The problem → Each record below should be reproduced as it is written, with pictures left out entirely.

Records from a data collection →
=======
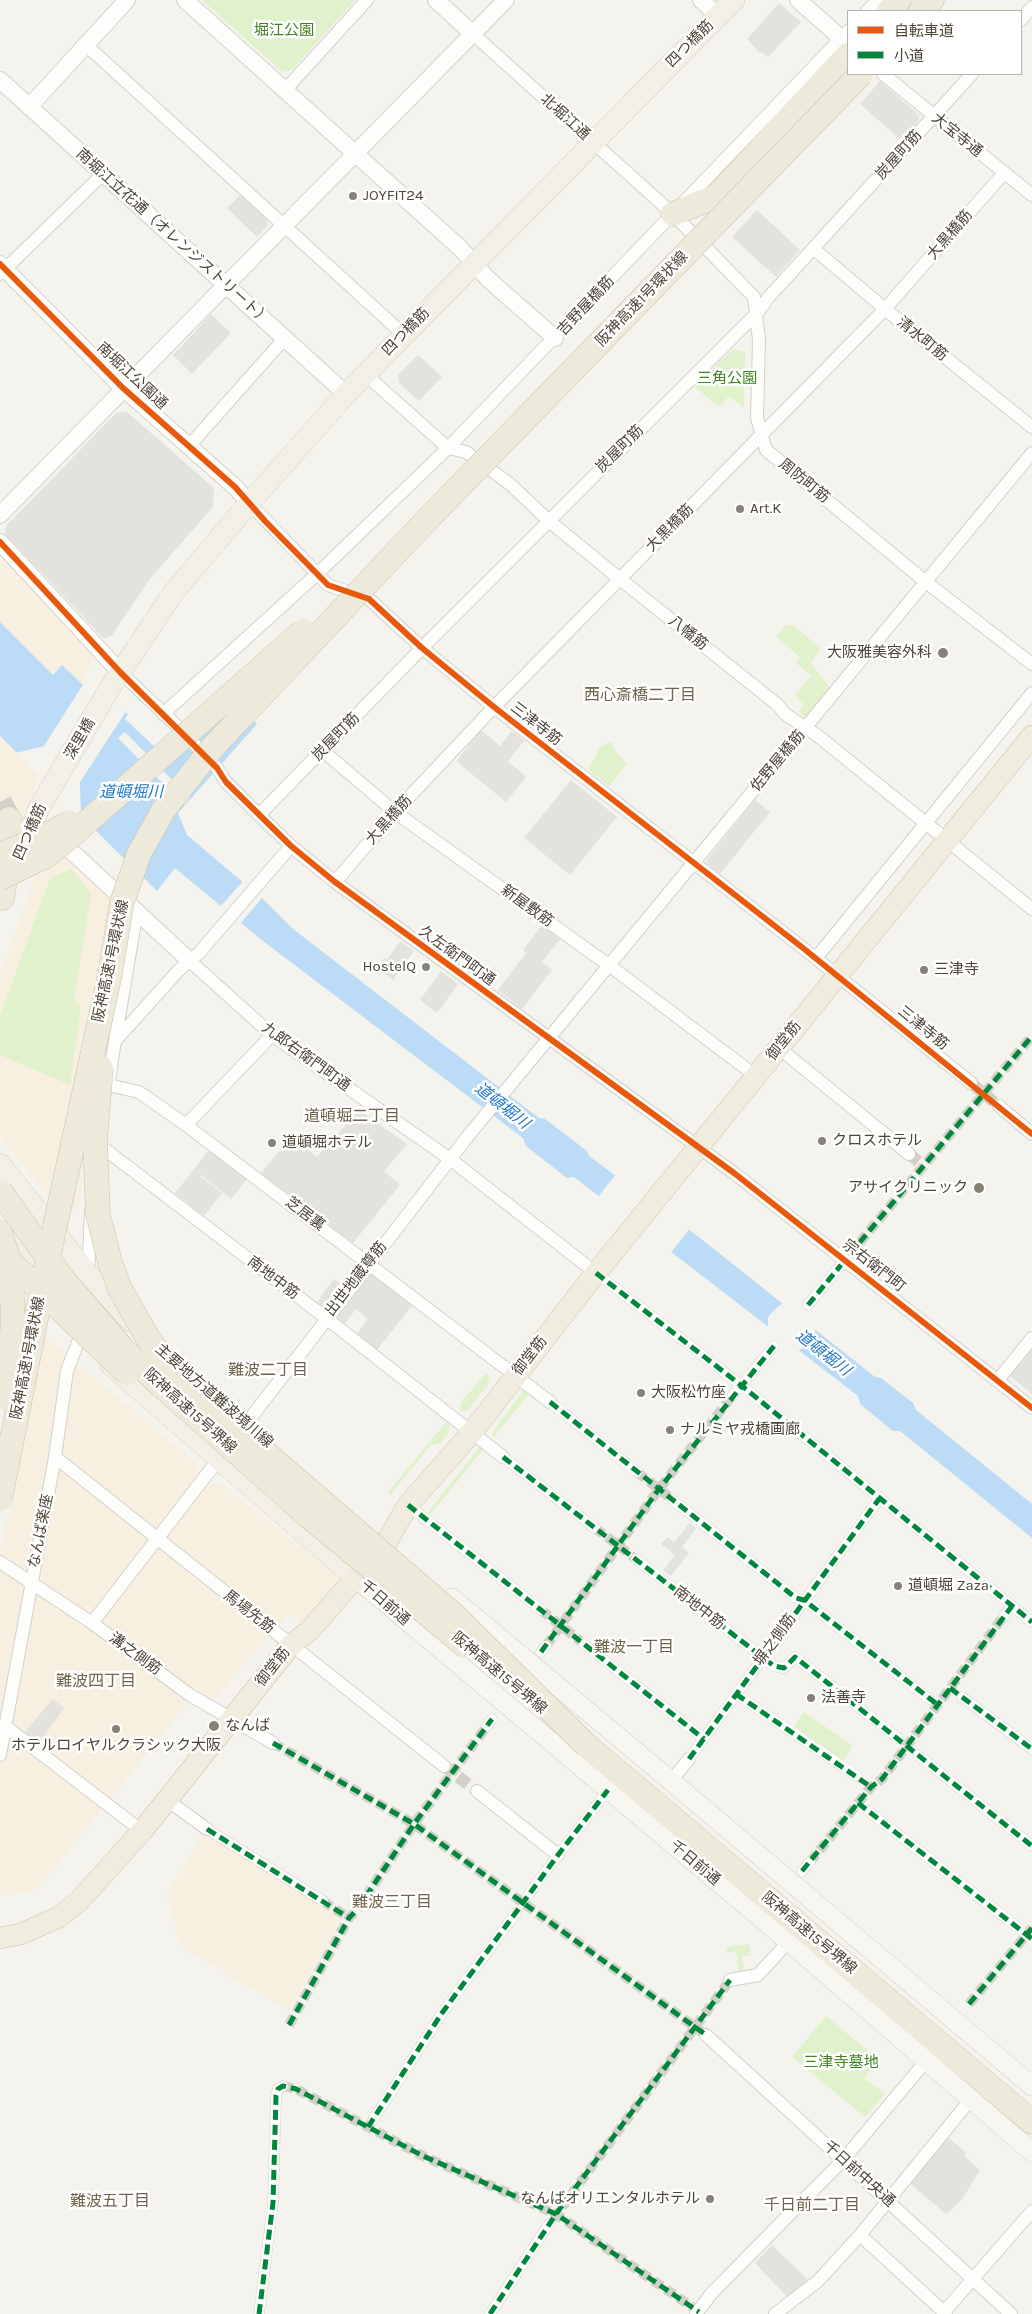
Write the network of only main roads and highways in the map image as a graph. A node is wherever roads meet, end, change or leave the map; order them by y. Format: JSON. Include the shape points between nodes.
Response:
{"nodes":[{"id":1,"x":734,"y":0,"type":"edge"},
{"id":2,"x":900,"y":0,"type":"edge"},
{"id":3,"x":932,"y":0,"type":"edge"},
{"id":4,"x":890,"y":10,"type":"edge"},
{"id":5,"x":922,"y":10,"type":"edge"},
{"id":6,"x":846,"y":42,"type":"edge"},
{"id":7,"x":860,"y":75,"type":"edge"},
{"id":8,"x":673,"y":214,"type":"road end"},
{"id":9,"x":424,"y":523,"type":"junction"},
{"id":10,"x":108,"y":691,"type":"joint"},
{"id":11,"x":1032,"y":736,"type":"edge"},
{"id":12,"x":164,"y":756,"type":"junction"},
{"id":13,"x":51,"y":788,"type":"joint"},
{"id":14,"x":9,"y":819,"type":"tunnel mouth"},
{"id":15,"x":0,"y":854,"type":"edge"},
{"id":16,"x":1,"y":894,"type":"edge"},
{"id":17,"x":110,"y":974,"type":"junction"},
{"id":18,"x":0,"y":1164,"type":"edge"},
{"id":19,"x":0,"y":1191,"type":"edge"},
{"id":20,"x":3,"y":1240,"type":"edge"},
{"id":21,"x":0,"y":1459,"type":"edge"},
{"id":22,"x":0,"y":1499,"type":"edge"},
{"id":23,"x":306,"y":1514,"type":"junction"},
{"id":24,"x":386,"y":1542,"type":"junction"},
{"id":25,"x":356,"y":1578,"type":"junction"},
{"id":26,"x":586,"y":1745,"type":"junction"},
{"id":27,"x":0,"y":1938,"type":"edge"},
{"id":28,"x":1032,"y":2086,"type":"edge"},
{"id":29,"x":1032,"y":2122,"type":"edge"},
{"id":30,"x":1032,"y":2152,"type":"edge"}],
"edges":[{"from":1,"to":10,"type":"main road","name":"四つ橋筋","via":[[346,394],[173,594]]},
{"from":2,"to":4,"type":"highway"},
{"from":3,"to":5,"type":"highway"},
{"from":6,"to":8,"type":"highway","via":[[717,196]]},
{"from":7,"to":9,"type":"highway","name":"阪神高速1号環状線","bridge":true},
{"from":9,"to":12,"type":"highway","name":"阪神高速1号環状線","bridge":true},
{"from":9,"to":17,"type":"highway","name":"阪神高速1号環状線","bridge":true,"via":[[213,747],[164,809],[139,854],[122,902]]},
{"from":10,"to":13,"type":"main road","name":"深里橋"},
{"from":11,"to":24,"type":"highway","name":"御堂筋","via":[[596,1273],[472,1432],[408,1505]]},
{"from":12,"to":15,"type":"highway","bridge":true,"via":[[124,781],[60,829]]},
{"from":12,"to":16,"type":"highway","name":"阪神高速1号環状線","bridge":true},
{"from":13,"to":16,"type":"main road","name":"四つ橋筋"},
{"from":14,"to":16,"type":"highway","via":[[9,855]]},
{"from":17,"to":22,"type":"highway","name":"阪神高速1号環状線","bridge":true},
{"from":17,"to":26,"type":"highway","bridge":true,"via":[[95,1140],[98,1215],[120,1289],[149,1340],[204,1400],[454,1615]]},
{"from":18,"to":24,"type":"main road","name":"主要地方道難波境川線","via":[[88,1274],[182,1372]]},
{"from":19,"to":23,"type":"highway","name":"阪神高速15号堺線","bridge":true,"via":[[62,1278],[123,1349],[191,1414]]},
{"from":20,"to":21,"type":"highway","bridge":true,"via":[[10,1263],[13,1323]]},
{"from":20,"to":23,"type":"highway","bridge":true,"via":[[98,1347],[162,1403]]},
{"from":20,"to":25,"type":"main road","via":[[28,1264],[80,1337]]},
{"from":23,"to":26,"type":"highway","name":"阪神高速15号堺線","bridge":true},
{"from":24,"to":25,"type":"highway","name":"御堂筋"},
{"from":24,"to":28,"type":"main road"},
{"from":25,"to":27,"type":"highway","name":"御堂筋","via":[[309,1631],[291,1644],[168,1800],[79,1901],[59,1917],[21,1934]]},
{"from":25,"to":30,"type":"main road","name":"千日前通"},
{"from":26,"to":29,"type":"highway","name":"阪神高速15号堺線"}]}
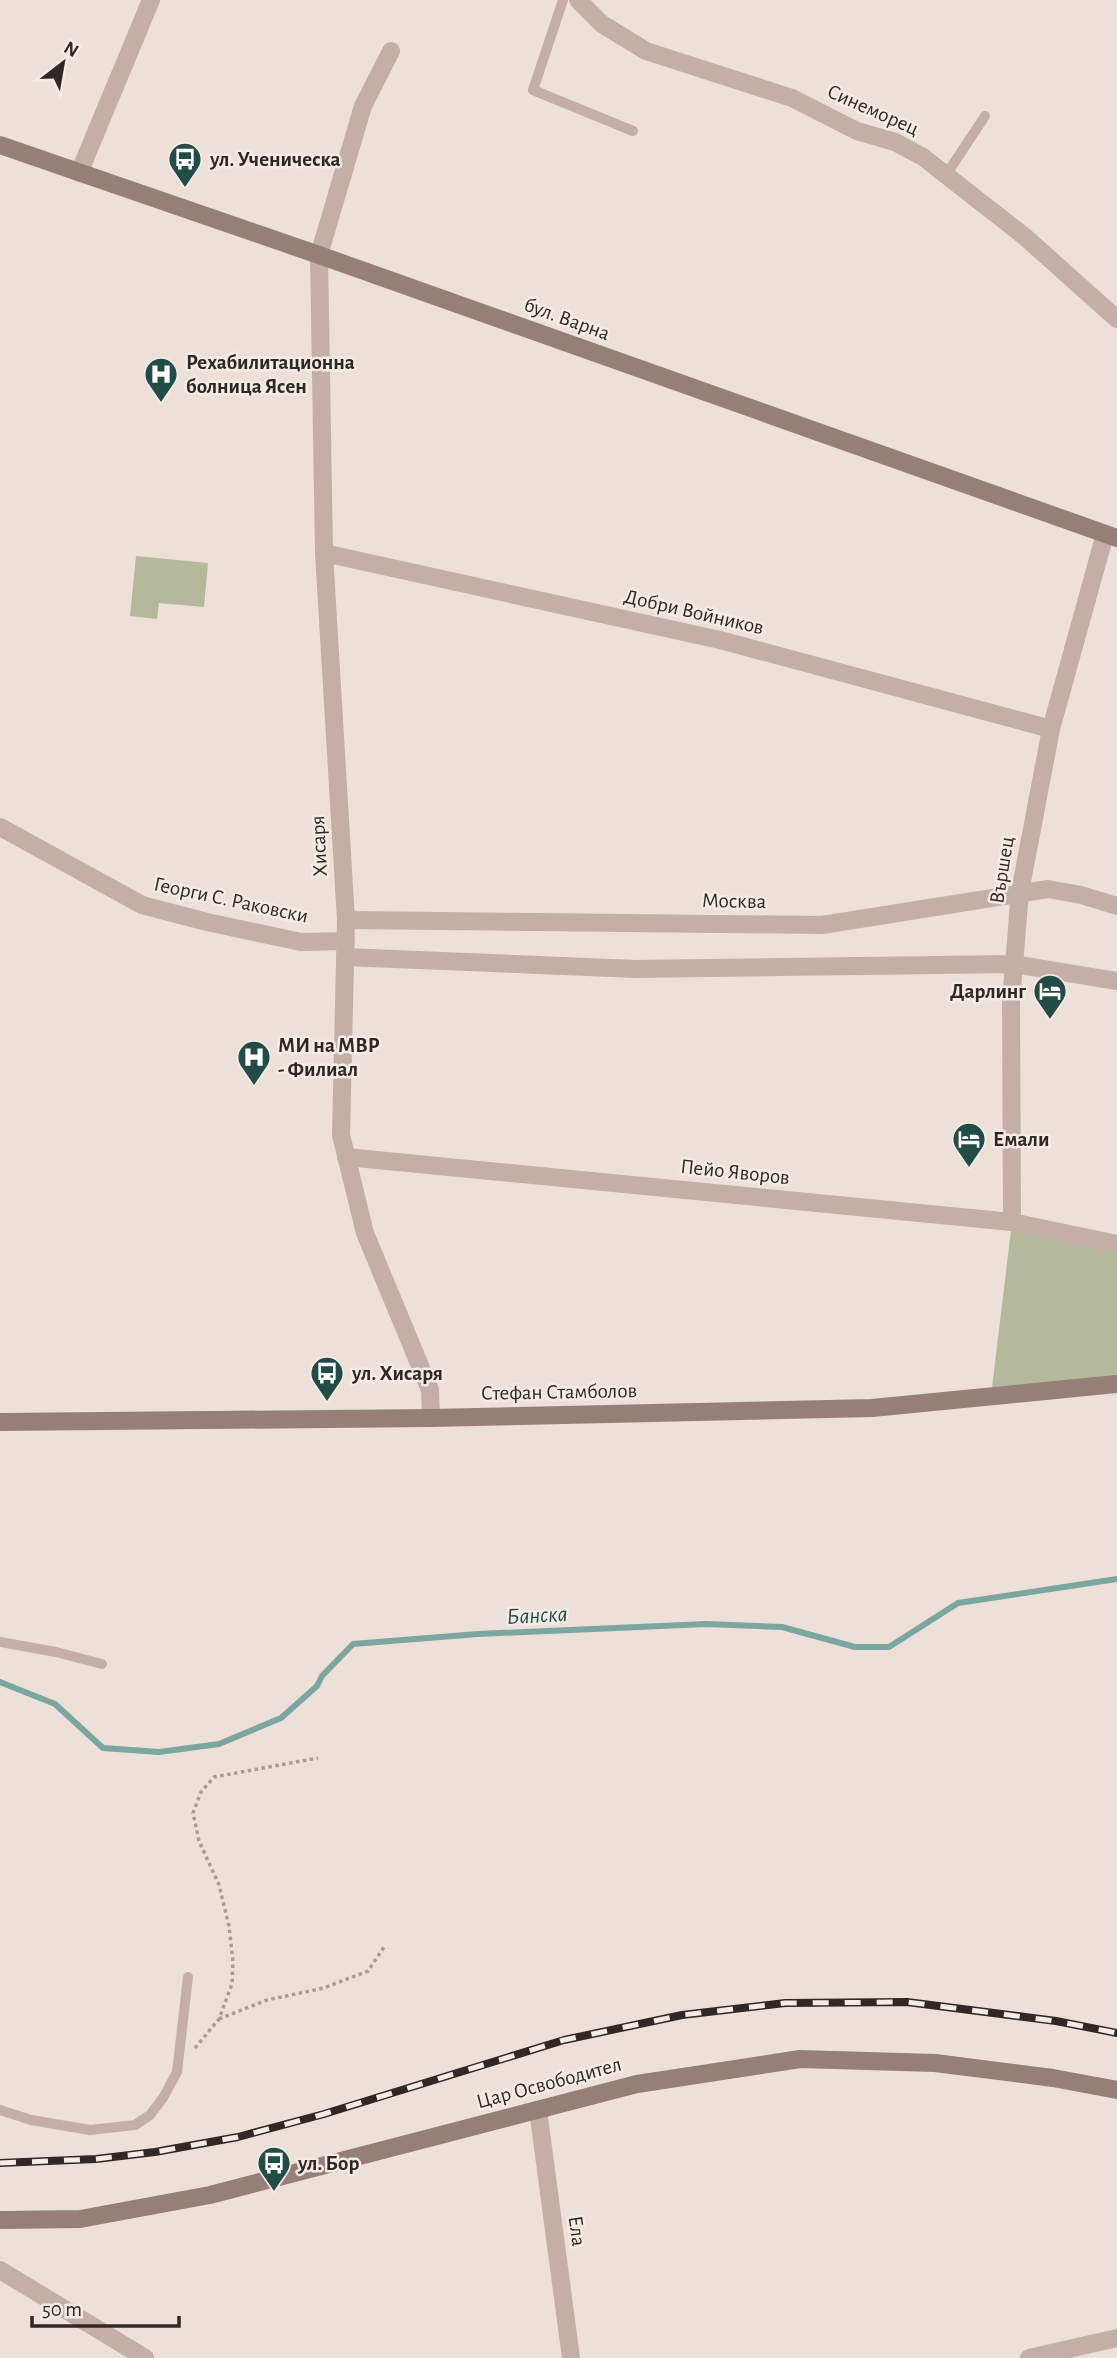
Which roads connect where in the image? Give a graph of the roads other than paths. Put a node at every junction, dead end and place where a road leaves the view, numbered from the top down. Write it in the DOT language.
graph roads {
  1 [pos="151,0"];
  2 [pos="563,0"];
  3 [pos="578,0"];
  4 [pos="391,51"];
  5 [pos="985,116"];
  6 [pos="633,131"];
  7 [pos="0,145"];
  8 [pos="79,173"];
  9 [pos="946,175"];
  10 [pos="319,255"];
  11 [pos="1117,319"];
  12 [pos="1111,536"];
  13 [pos="324,553"];
  14 [pos="1051,729"];
  15 [pos="0,827"];
  16 [pos="1020,892"];
  17 [pos="1117,906"];
  18 [pos="346,920"];
  19 [pos="345,949"];
  20 [pos="1013,964"];
  21 [pos="1117,981"];
  22 [pos="346,1157"];
  23 [pos="1012,1222"];
  24 [pos="1117,1244"];
  25 [pos="1117,1384"];
  26 [pos="431,1418"];
  27 [pos="0,1422"];
  28 [pos="0,1642"];
  29 [pos="102,1664"];
  30 [pos="188,1977"];
  31 [pos="1117,2090"];
  32 [pos="0,2110"];
  33 [pos="538,2110"];
  34 [pos="0,2220"];
  35 [pos="0,2270"];
  36 [pos="1117,2338"];
  37 [pos="145,2358"];
  38 [pos="571,2358"];
  39 [pos="1029,2358"];
  1 -- 8 [label="street"];
  2 -- 6 [label="lane"];
  3 -- 9 [label="street, Синеморец"];
  4 -- 10 [label="street, Хисаря"];
  5 -- 9 [label="lane"];
  7 -- 8 [label="street, бул. Варна"];
  8 -- 10 [label="street, бул. Варна"];
  9 -- 11 [label="street, Синеморец"];
  10 -- 12 [label="street, бул. Варна"];
  10 -- 13 [label="street, Хисаря"];
  12 -- 14 [label="street, Вършец"];
  13 -- 14 [label="street, Добри Войников"];
  13 -- 18 [label="street, Хисаря"];
  14 -- 16 [label="street, Вършец"];
  15 -- 19 [label="street, Георги С. Раковски"];
  16 -- 17 [label="street, Москва"];
  16 -- 18 [label="street, Москва"];
  16 -- 20 [label="street, Вършец"];
  18 -- 19 [label="street, Хисаря"];
  19 -- 20 [label="street"];
  19 -- 22 [label="street, Хисаря"];
  20 -- 21 [label="street"];
  20 -- 23 [label="street, Вършец"];
  22 -- 23 [label="street, Пейо Яворов"];
  22 -- 26 [label="street, Хисаря"];
  23 -- 24 [label="street, Пейо Яворов"];
  25 -- 26 [label="street, Стефан Стамболов"];
  26 -- 27 [label="street, Стефан Стамболов"];
  28 -- 29 [label="lane"];
  30 -- 32 [label="lane"];
  31 -- 33 [label="street, Цар Освободител"];
  33 -- 34 [label="street, Цар Освободител"];
  33 -- 38 [label="street, Ела"];
  35 -- 37 [label="street"];
  36 -- 39 [label="street"];
}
=======
Your solution →
Write the network of only main roads and highways in the map image as a graph. A node is wherever roads meet, end, change or leave the map; order them by y. Format: JSON. Include the shape points between nodes.
Response:
{"nodes":[{"id":1,"x":734,"y":0,"type":"edge"},
{"id":2,"x":900,"y":0,"type":"edge"},
{"id":3,"x":932,"y":0,"type":"edge"},
{"id":4,"x":890,"y":10,"type":"edge"},
{"id":5,"x":922,"y":10,"type":"edge"},
{"id":6,"x":846,"y":42,"type":"edge"},
{"id":7,"x":860,"y":75,"type":"edge"},
{"id":8,"x":673,"y":214,"type":"road end"},
{"id":9,"x":424,"y":523,"type":"junction"},
{"id":10,"x":108,"y":691,"type":"joint"},
{"id":11,"x":1032,"y":736,"type":"edge"},
{"id":12,"x":164,"y":756,"type":"junction"},
{"id":13,"x":51,"y":788,"type":"joint"},
{"id":14,"x":9,"y":819,"type":"tunnel mouth"},
{"id":15,"x":0,"y":854,"type":"edge"},
{"id":16,"x":1,"y":894,"type":"edge"},
{"id":17,"x":110,"y":974,"type":"junction"},
{"id":18,"x":0,"y":1164,"type":"edge"},
{"id":19,"x":0,"y":1191,"type":"edge"},
{"id":20,"x":3,"y":1240,"type":"edge"},
{"id":21,"x":0,"y":1459,"type":"edge"},
{"id":22,"x":0,"y":1499,"type":"edge"},
{"id":23,"x":306,"y":1514,"type":"junction"},
{"id":24,"x":386,"y":1542,"type":"junction"},
{"id":25,"x":356,"y":1578,"type":"junction"},
{"id":26,"x":586,"y":1745,"type":"junction"},
{"id":27,"x":0,"y":1938,"type":"edge"},
{"id":28,"x":1032,"y":2086,"type":"edge"},
{"id":29,"x":1032,"y":2122,"type":"edge"},
{"id":30,"x":1032,"y":2152,"type":"edge"}],
"edges":[{"from":1,"to":10,"type":"main road","name":"四つ橋筋","via":[[346,394],[173,594]]},
{"from":2,"to":4,"type":"highway"},
{"from":3,"to":5,"type":"highway"},
{"from":6,"to":8,"type":"highway","via":[[717,196]]},
{"from":7,"to":9,"type":"highway","name":"阪神高速1号環状線","bridge":true},
{"from":9,"to":12,"type":"highway","name":"阪神高速1号環状線","bridge":true},
{"from":9,"to":17,"type":"highway","name":"阪神高速1号環状線","bridge":true,"via":[[213,747],[164,809],[139,854],[122,902]]},
{"from":10,"to":13,"type":"main road","name":"深里橋"},
{"from":11,"to":24,"type":"highway","name":"御堂筋","via":[[596,1273],[472,1432],[408,1505]]},
{"from":12,"to":15,"type":"highway","bridge":true,"via":[[124,781],[60,829]]},
{"from":12,"to":16,"type":"highway","name":"阪神高速1号環状線","bridge":true},
{"from":13,"to":16,"type":"main road","name":"四つ橋筋"},
{"from":14,"to":16,"type":"highway","via":[[9,855]]},
{"from":17,"to":22,"type":"highway","name":"阪神高速1号環状線","bridge":true},
{"from":17,"to":26,"type":"highway","bridge":true,"via":[[95,1140],[98,1215],[120,1289],[149,1340],[204,1400],[454,1615]]},
{"from":18,"to":24,"type":"main road","name":"主要地方道難波境川線","via":[[88,1274],[182,1372]]},
{"from":19,"to":23,"type":"highway","name":"阪神高速15号堺線","bridge":true,"via":[[62,1278],[123,1349],[191,1414]]},
{"from":20,"to":21,"type":"highway","bridge":true,"via":[[10,1263],[13,1323]]},
{"from":20,"to":23,"type":"highway","bridge":true,"via":[[98,1347],[162,1403]]},
{"from":20,"to":25,"type":"main road","via":[[28,1264],[80,1337]]},
{"from":23,"to":26,"type":"highway","name":"阪神高速15号堺線","bridge":true},
{"from":24,"to":25,"type":"highway","name":"御堂筋"},
{"from":24,"to":28,"type":"main road"},
{"from":25,"to":27,"type":"highway","name":"御堂筋","via":[[309,1631],[291,1644],[168,1800],[79,1901],[59,1917],[21,1934]]},
{"from":25,"to":30,"type":"main road","name":"千日前通"},
{"from":26,"to":29,"type":"highway","name":"阪神高速15号堺線"}]}
Which roads connect where in the image? Give a graph of the roads other than paths. Put a node at every junction, dead end and place where a road leaves the view, numbered from the top down. Write it in the DOT language.
graph roads {
  1 [pos="151,0"];
  2 [pos="563,0"];
  3 [pos="578,0"];
  4 [pos="391,51"];
  5 [pos="985,116"];
  6 [pos="633,131"];
  7 [pos="0,145"];
  8 [pos="79,173"];
  9 [pos="946,175"];
  10 [pos="319,255"];
  11 [pos="1117,319"];
  12 [pos="1111,536"];
  13 [pos="324,553"];
  14 [pos="1051,729"];
  15 [pos="0,827"];
  16 [pos="1020,892"];
  17 [pos="1117,906"];
  18 [pos="346,920"];
  19 [pos="345,949"];
  20 [pos="1013,964"];
  21 [pos="1117,981"];
  22 [pos="346,1157"];
  23 [pos="1012,1222"];
  24 [pos="1117,1244"];
  25 [pos="1117,1384"];
  26 [pos="431,1418"];
  27 [pos="0,1422"];
  28 [pos="0,1642"];
  29 [pos="102,1664"];
  30 [pos="188,1977"];
  31 [pos="1117,2090"];
  32 [pos="0,2110"];
  33 [pos="538,2110"];
  34 [pos="0,2220"];
  35 [pos="0,2270"];
  36 [pos="1117,2338"];
  37 [pos="145,2358"];
  38 [pos="571,2358"];
  39 [pos="1029,2358"];
  1 -- 8 [label="street"];
  2 -- 6 [label="lane"];
  3 -- 9 [label="street, Синеморец"];
  4 -- 10 [label="street, Хисаря"];
  5 -- 9 [label="lane"];
  7 -- 8 [label="street, бул. Варна"];
  8 -- 10 [label="street, бул. Варна"];
  9 -- 11 [label="street, Синеморец"];
  10 -- 12 [label="street, бул. Варна"];
  10 -- 13 [label="street, Хисаря"];
  12 -- 14 [label="street, Вършец"];
  13 -- 14 [label="street, Добри Войников"];
  13 -- 18 [label="street, Хисаря"];
  14 -- 16 [label="street, Вършец"];
  15 -- 19 [label="street, Георги С. Раковски"];
  16 -- 17 [label="street, Москва"];
  16 -- 18 [label="street, Москва"];
  16 -- 20 [label="street, Вършец"];
  18 -- 19 [label="street, Хисаря"];
  19 -- 20 [label="street"];
  19 -- 22 [label="street, Хисаря"];
  20 -- 21 [label="street"];
  20 -- 23 [label="street, Вършец"];
  22 -- 23 [label="street, Пейо Яворов"];
  22 -- 26 [label="street, Хисаря"];
  23 -- 24 [label="street, Пейо Яворов"];
  25 -- 26 [label="street, Стефан Стамболов"];
  26 -- 27 [label="street, Стефан Стамболов"];
  28 -- 29 [label="lane"];
  30 -- 32 [label="lane"];
  31 -- 33 [label="street, Цар Освободител"];
  33 -- 34 [label="street, Цар Освободител"];
  33 -- 38 [label="street, Ела"];
  35 -- 37 [label="street"];
  36 -- 39 [label="street"];
}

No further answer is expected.